I certainly hope that you didn't play a drinking game where you had to take a shot every time Luck made a bad decision or got knocked on his butt, because you'd probably only now be waking up from a coma brought on by acute alcohol poisoning.
That doesn't mean drafting Luck was a mistake. It will take a few years to determine that. Me, I don't plan on following the Colts much this year. The wife doesn't like football and, unlike past seasons, no one is paying me to write about the games or talk about them on the radio.
Someone asked me the other day who was on my fantasy team and I told them Scarlett Johansson, Drew Barrymore and Halle Berry. I don't know what kind of fantasies other people have.
But for Colts diehards, there's no reason to give up, no matter how bad it gets. Sit back and enjoy the apocalypse that will be the 2012 Colts. Watching the Colts struggle through games and seeing them build dreams, which are almost immediately smashed is a Hoosier tradition.
When Indianapolis abducted the Colts from Baltimore in 1984, they were one of the worst teams in the league. They had no name players, only some guys who were grateful to be playing pro ball instead of bagging groceries. After a first few years of sellouts produced by fans excited to have an NFL team, by the early 1990s attendance dwindled to the point that you could score good tickets for $5 from scalpers outside the Hoosier Dome.
The Colts have had some lousy years but none were lousier than the 1991 season. Against a soft schedule that included most of the other garbage teams in the league at that time, the Colts managed only a single, extremely lucky, one-point victory, escaping becoming the first team to go 0-16.

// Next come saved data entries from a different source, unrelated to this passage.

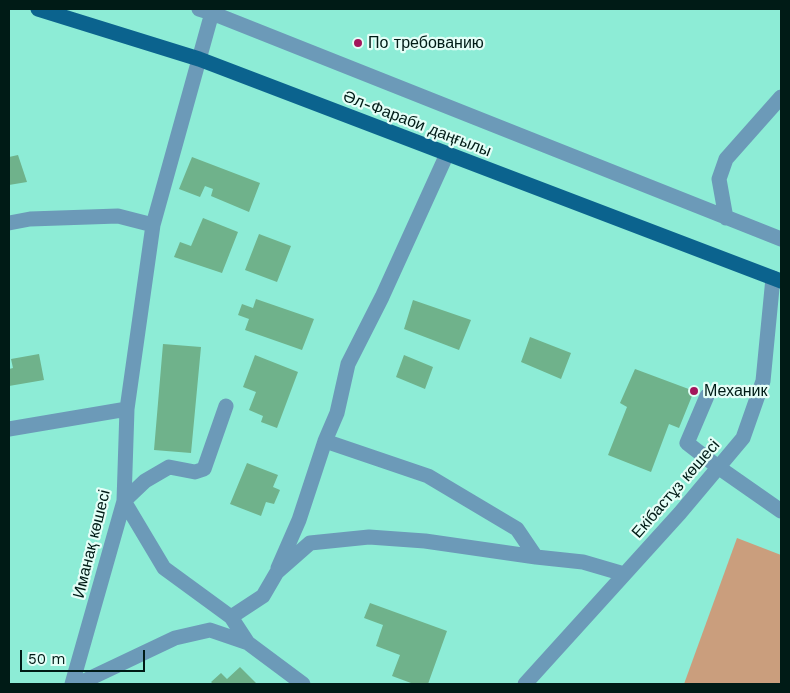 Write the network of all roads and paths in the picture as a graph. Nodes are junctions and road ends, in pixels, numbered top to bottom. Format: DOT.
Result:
graph roads {
  1 [pos="38,9"];
  2 [pos="208,10"];
  3 [pos="199,59"];
  4 [pos="781,97"];
  5 [pos="446,154"];
  6 [pos="726,218"];
  7 [pos="9,223"];
  8 [pos="153,225"];
  9 [pos="781,239"];
  10 [pos="777,279"];
  11 [pos="707,396"];
  12 [pos="226,406"];
  13 [pos="127,409"];
  14 [pos="9,429"];
  15 [pos="326,441"];
  16 [pos="718,467"];
  17 [pos="124,501"];
  18 [pos="781,511"];
  19 [pos="536,557"];
  20 [pos="277,572"];
  21 [pos="624,574"];
  22 [pos="231,617"];
  23 [pos="248,643"];
  24 [pos="72,684"];
  25 [pos="78,684"];
  26 [pos="303,684"];
  27 [pos="525,684"];
  1 -- 3 [label="main road, Әл-Фараби даңғылы"];
  2 -- 3 [label="street, Иманақ көшесі"];
  2 -- 6 [label="street"];
  3 -- 5 [label="main road, Әл-Фараби даңғылы"];
  3 -- 8 [label="street, Иманақ көшесі"];
  4 -- 6 [label="street"];
  5 -- 10 [label="main road, Әл-Фараби даңғылы"];
  5 -- 15 [label="street"];
  6 -- 9 [label="street"];
  7 -- 8 [label="street"];
  8 -- 13 [label="street, Иманақ көшесі"];
  10 -- 16 [label="street, Екібастұз көшесі"];
  11 -- 16 [label="street"];
  12 -- 17 [label="street"];
  13 -- 14 [label="street"];
  13 -- 17 [label="street, Иманақ көшесі"];
  15 -- 19 [label="street"];
  15 -- 20 [label="street"];
  16 -- 18 [label="street"];
  16 -- 21 [label="street, Екібастұз көшесі"];
  17 -- 22 [label="street"];
  17 -- 24 [label="street, Иманақ көшесі"];
  19 -- 20 [label="street"];
  19 -- 21 [label="street"];
  20 -- 22 [label="street"];
  21 -- 27 [label="street, Екібастұз көшесі"];
  22 -- 23 [label="street"];
  23 -- 25 [label="street"];
  23 -- 26 [label="street"];
} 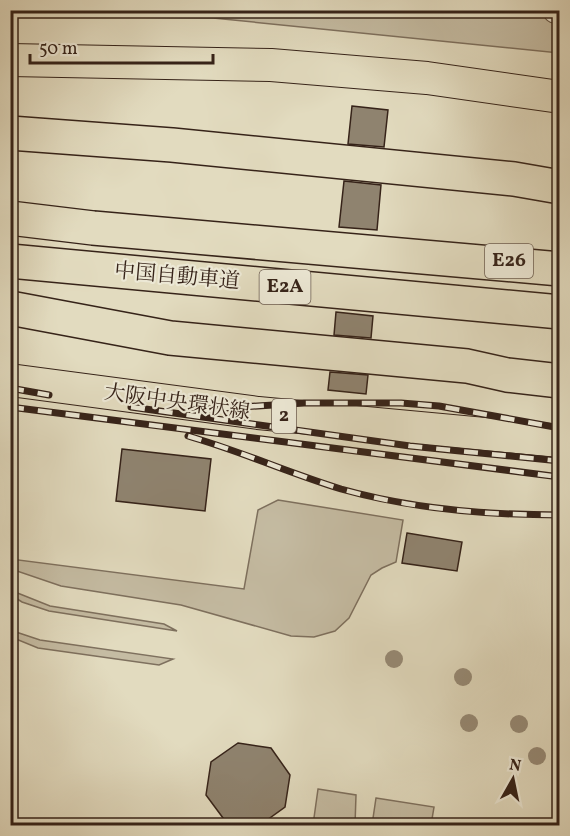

The 1991 season was also one of the most enjoyable football seasons of my life. Our quarterback, Jeff George, who was, like Luck, a No. 1 pick, gave one of the worst single-season performances in the history of the NFL. He was sacked 56 times that year and managed only 10.0 yards per completion, due to most of his passes occurring as he was being pulled to the ground.
The team scored only 143 points that season, which sounds bad enough — less than 10 points per game — but looks even worse in retrospect. In nine of the Colts' 16 regular-season games, they scored between zero and six points. They put a season-high 28 points on the board in their only win.
They were possibly the least effective offensive unit I've ever seen in a lifetime of watching football, even worse than last year's Colts team.
But watching the team's weekly shellacking at the dome was great fun. The people who actually showed up were true football fans with great senses of humor. Once you bought your $5 scalped ticket, the stands were so empty that you could move to the primo seats after the first quarter.
The announced attendance figures for that season look suspiciously high to me. There's no way 48,286 people showed up on Dec. 15, 1991, right before Christmas, to see a 35-7 loss to the Buffalo Bills. I remember estimating no more than 25,000 people at the start of the game and a few hundred diehards at the end.
The point is: Following the Colts that year was fun because nobody else cared about them. There were no home games on local TV, no hordes of people wearing blue jerseys. Nobody believed in the team except the players, their families and the few of us who were dumb or brave enough to come to the games.
George was a horrible quarterback but was friendly with the fans. You could relate to him. He had talent that couldn't be utilized. Almost all of us go through that at our own jobs. The Colts spent much of the season being knocked to the ground yet they almost always got back up just in time to get knocked down again.
So even if Luck turns out to be a bust and even if the Colts lose, if you're a believer in the team, don't stop believing. It's good karma and all that. Besides, you're already paying several taxes to subsidize the team and its stadium so you may as well get your money's worth.
Be proud of Your Indianapolis Colts no matter what happens — after all, we stole them fair and square from Baltimore in the 1980s.